Discussion: This study observed that the sex distribution of males and females was similar. This suggests that the prevalence of stroke may be rising in females possibly due to increasing prevalence of gender-related factors such as oral contraceptive use and use of hormonal therapies pregnancy-related disorders (preeclampsia, gestational hypertension), and a higher prevalence of migraine. The study revealed that the predictors of poor stroke outcome were coma at presentation, presence of neurological complications (such as delirium and dysphagia), and large infarct size of >50ml. Dysphagia is a major risk factor for aspiration pneumonitis which is associated with high mortality among admitted AIS patients. The mortality rate in our study was comparable to the findings from a similar study by Sarbazi et al (21.7%). Higher values have been observed in similar studies in Nigeria (Ogun et al). However, the increased mortality recorded in this study was due to late hospital presentation, lack of intensive monitoring devices, and the presence of neurological complications.

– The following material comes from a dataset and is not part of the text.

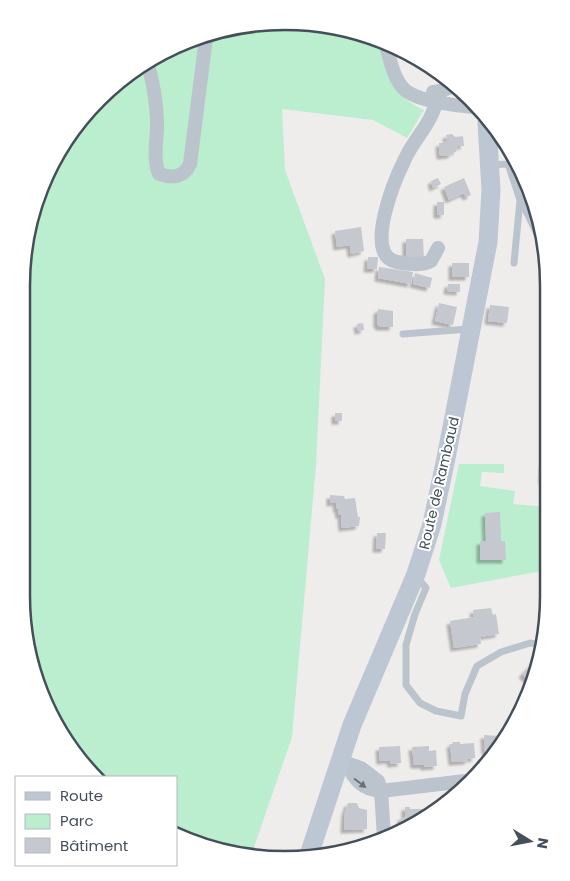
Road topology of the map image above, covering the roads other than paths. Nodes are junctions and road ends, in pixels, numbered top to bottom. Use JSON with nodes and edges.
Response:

Conclusion: Ischaemic stroke remains a significant medical cause of mortality among hospitalized patients. Enlightenment with a focus on aggressive stroke risk factor control and timely identification and management of poor outcome predictors in stroke patients will go a long way in improving stroke outcome parameters. Lastly, there is a need to step up efforts towards providing acute stroke care infrastructures such as stroke units in our tertiary health institution. This effort might hopefully help reduce stroke mortality among hospitalized AIS patients in resource-constrained settings.